If you’re at all like me you might have some fears about pushing out your baby during delivery, especially if you’re going drug-free! Wouldn’t it be nice to have a quick pushing stage?

I was very nervous about this before I got pregnant, and during the first month or so of my pregnancy, but quickly I learnt more about birth, natural pain remedies, and what I could do to prepare. Every pregnancy is different, just as every woman is different, but my midwife was impressed with my quick pushing stage, and there are a few things she and I can attribute to that.

#1. Mindset

I am a warrior! That’s the mindset I had going into my first ever labour. Instead of fearing the pain, or the potential risks, I thought of myself as someone going into battle.

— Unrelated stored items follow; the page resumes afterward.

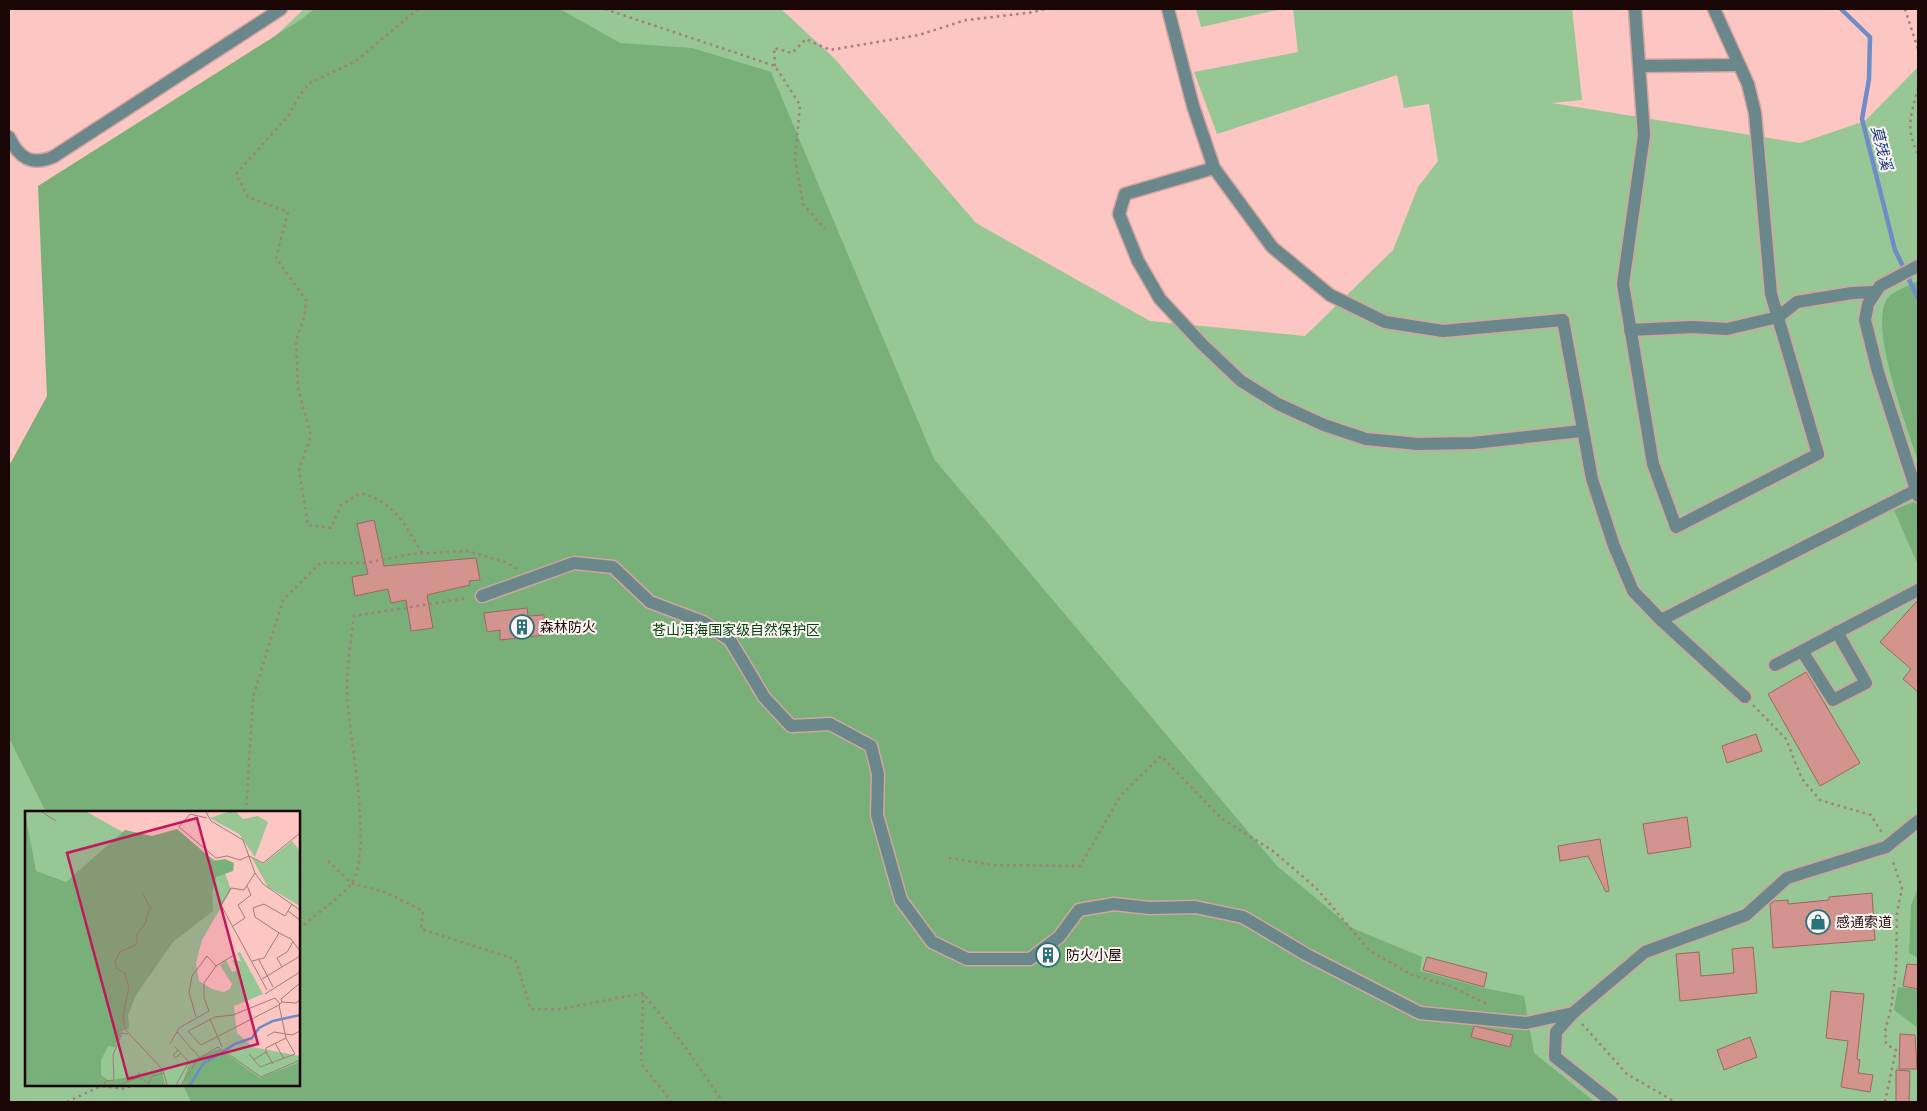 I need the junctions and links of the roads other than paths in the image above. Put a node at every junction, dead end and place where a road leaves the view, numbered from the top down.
1 (281, 9) edge
2 (1168, 9) edge
3 (1635, 9) edge
4 (1714, 9) edge
5 (1739, 65) junction
6 (1640, 66) junction
7 (9, 137) edge
8 (1214, 168) junction
9 (1918, 266) edge
10 (1878, 289) junction
11 (1778, 317) junction
12 (1630, 330) junction
13 (1581, 431) junction
14 (1917, 493) edge
15 (1918, 590) edge
16 (482, 596) road end
17 (1661, 620) junction
18 (1837, 632) junction
19 (1802, 651) junction
20 (1775, 665) dead end
21 (1745, 697) road end
22 (1918, 821) edge
23 (1573, 1013) junction
24 (1612, 1102) edge

1 - 7 street
2 - 8 street
3 - 6 street
4 - 5 street
5 - 6 street
5 - 11 street
6 - 12 street
8 - 13 street
8 - 13 street
9 - 10 street
10 - 11 street
10 - 14 street
11 - 12 street
11 - 12 street
13 - 17 street
14 - 17 street
15 - 18 street
16 - 23 street
17 - 21 street
18 - 19 street
18 - 19 street
19 - 20 street
22 - 23 street
23 - 24 street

In the Bible war is often compared to a woman in labour so I took that to motivate me. I am a warrior, and I’m going to kick labour in the butt! Sure it actually kicked me pretty good, but I was pretty determined that I was going to rock labour, and in the end I was going to hold my precious babe in my arms. I have a whole post about how I brought God into my labour which definitely gave me the right mindset. I wasn’t afraid, I knew what was going on, and so when it was time push I was ready to roll!

#2. Pelvic Floor on Point

My midwife attributes my pushing powers to my on-point pelvic floor.

During my pregnancy I made a point to spend at least 20 minutes a day on the exercise ball, and it made a difference! I wasn’t really that faithful until the third trimester, but I followed the instructions for using the ball HERE from Mama Natural and really worked that ball and my pelvis.

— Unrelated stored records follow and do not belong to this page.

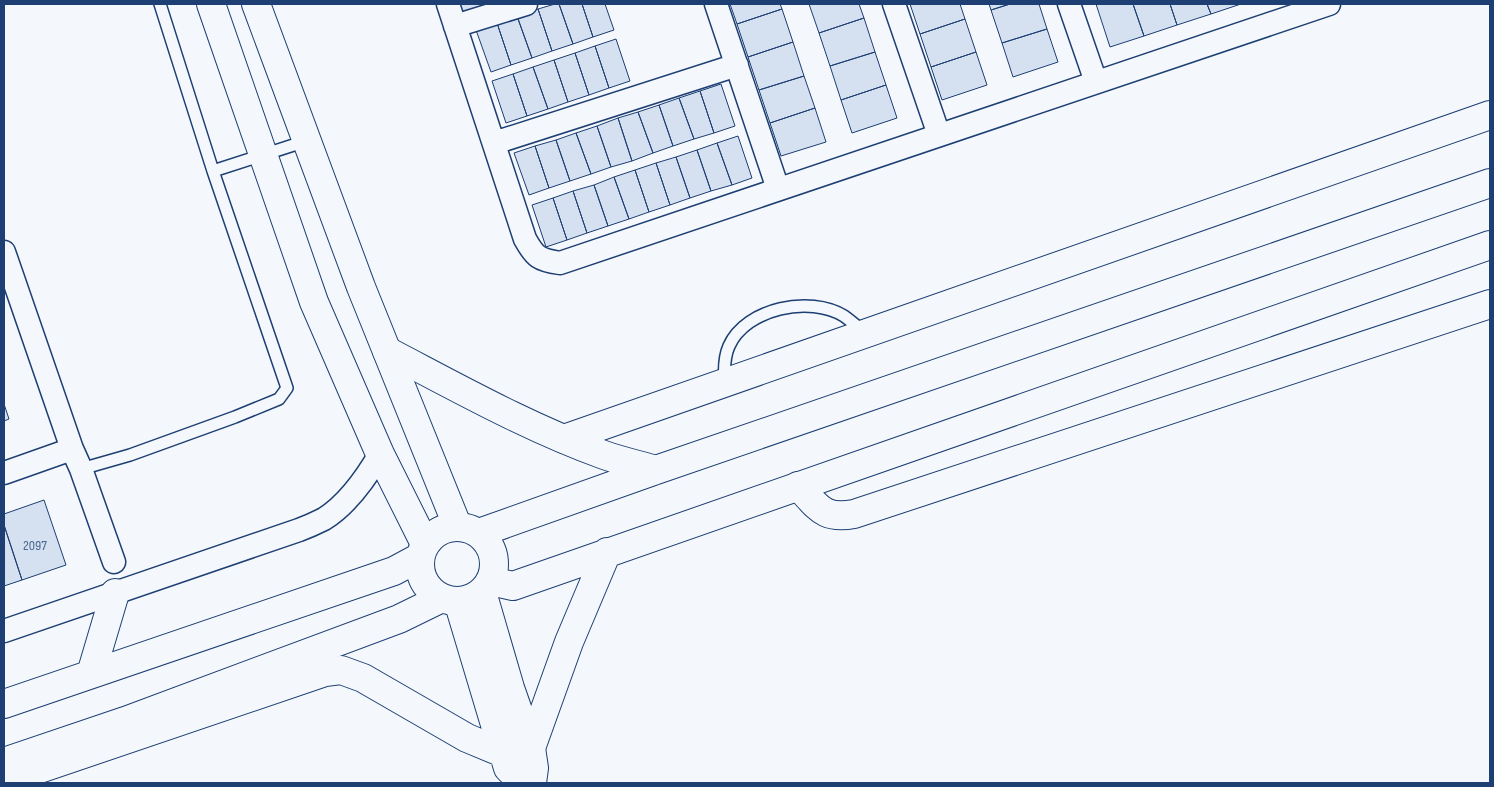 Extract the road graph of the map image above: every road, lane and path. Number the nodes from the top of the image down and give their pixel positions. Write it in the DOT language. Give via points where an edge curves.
graph roads {
  1 [pos="160,4"];
  2 [pos="211,4"];
  3 [pos="256,4"];
  4 [pos="448,4"];
  5 [pos="526,4"];
  6 [pos="716,4"];
  7 [pos="894,4"];
  8 [pos="1069,4"];
  9 [pos="1329,4"];
  10 [pos="455,26"];
  11 [pos="737,65"];
  12 [pos="1096,82"];
  13 [pos="1490,115"];
  14 [pos="939,135"];
  15 [pos="306,141"];
  16 [pos="494,143"];
  17 [pos="263,155"];
  18 [pos="213,171"];
  19 [pos="1490,183"];
  20 [pos="778,189"];
  21 [pos="1490,245"];
  22 [pos="4,252"];
  23 [pos="1490,304"];
  24 [pos="865,333"];
  25 [pos="387,351"];
  26 [pos="725,383"];
  27 [pos="564,440"];
  28 [pos="380,454"];
  29 [pos="76,459"];
  30 [pos="656,470"];
  31 [pos="4,473"];
  32 [pos="798,486"];
  33 [pos="471,530"];
  34 [pos="423,550"];
  35 [pos="607,552"];
  36 [pos="114,562"];
  37 [pos="115,593"];
  38 [pos="468,593"];
  39 [pos="4,631"];
  40 [pos="91,674"];
  41 [pos="4,704"];
  42 [pos="129,729"];
  43 [pos="531,748"];
  44 [pos="504,753"];
  45 [pos="4,762"];
  46 [pos="4,781"];
  47 [pos="523,783"];
  48 [pos="532,783"];
  1 -- 18 [label="lane"];
  2 -- 17 [label="street"];
  3 -- 15 [label="street"];
  4 -- 10 [label="street"];
  5 -- 10 [label="street"];
  6 -- 11 [label="street"];
  7 -- 14 [label="street"];
  8 -- 12 [label="street"];
  9 -- 12 [label="street"];
  10 -- 16 [label="street"];
  11 -- 16 [label="street"];
  11 -- 20 [label="street"];
  12 -- 14 [label="street"];
  13 -- 24 [label="street"];
  14 -- 20 [label="street"];
  15 -- 17 [label="lane"];
  15 -- 25 [label="street"];
  16 -- 20 [label="street" via="525,239 534,254 545,261 560,263"];
  17 -- 18 [label="lane"];
  17 -- 28 [label="street" via="314,302"];
  18 -- 29 [label="lane" via="287,388 279,399 130,455"];
  19 -- 30 [label="street"];
  21 -- 32 [label="street"];
  22 -- 29 [label="street"];
  23 -- 32 [label="street" via="854,514 840,517 826,514"];
  24 -- 26 [label="street"];
  24 -- 26 [label="lane" via="843,315 824,309 797,306 772,310 743,328 730,345 724,369"];
  25 -- 27 [label="street"];
  25 -- 33 [label="street" via="457,525"];
  26 -- 27 [label="street"];
  27 -- 30 [label="street"];
  28 -- 34 [label="street"];
  28 -- 37 [label="street" via="370,472 341,506 324,519"];
  29 -- 31 [label="street"];
  29 -- 36 [label="street"];
  30 -- 33 [label="street"];
  32 -- 35 [label="street"];
  33 -- 34 [label="street" via="454,526 439,531"];
  33 -- 38 [label="street" via="488,542 494,555 495,569"];
  34 -- 38 [label="street" via="422,577 431,590"];
  34 -- 40 [label="street" via="394,571"];
  35 -- 38 [label="street" via="513,586"];
  35 -- 43 [label="street" via="569,642"];
  37 -- 39 [label="street"];
  37 -- 40 [label="street"];
  38 -- 42 [label="street"];
  38 -- 43 [label="street" via="510,688"];
  38 -- 44 [label="street"];
  40 -- 41 [label="street"];
  42 -- 44 [label="street" via="324,672 341,670 382,688 467,738"];
  42 -- 45 [label="street"];
  42 -- 46 [label="street"];
  43 -- 48 [label="street"];
  44 -- 47 [label="street" via="508,768"];
}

Having a strong pelvic floor is a great advantage for you because you need those muscles for the work you are going to do while pushing out that baby! Much like people train for a marathon, I trained for labour! I should do the ball exercises and the pelvic tilts while watching TV in the evening and tried to be as consistent as possible.

#3. Relaxed and Energized

During my 9+ months of hardcore research of all things pregnancy, childbirth and baby, I often came across the concept of relaxing through the pushing stage.

Basically, don’t tense up your entire body, just the part that’s doing the pushing (common tip – it’s like you’re pooping). During my pregnancy, I would practice relaxing my body by focusing on one area of my body at a time to release all the tension so I could learn to relax.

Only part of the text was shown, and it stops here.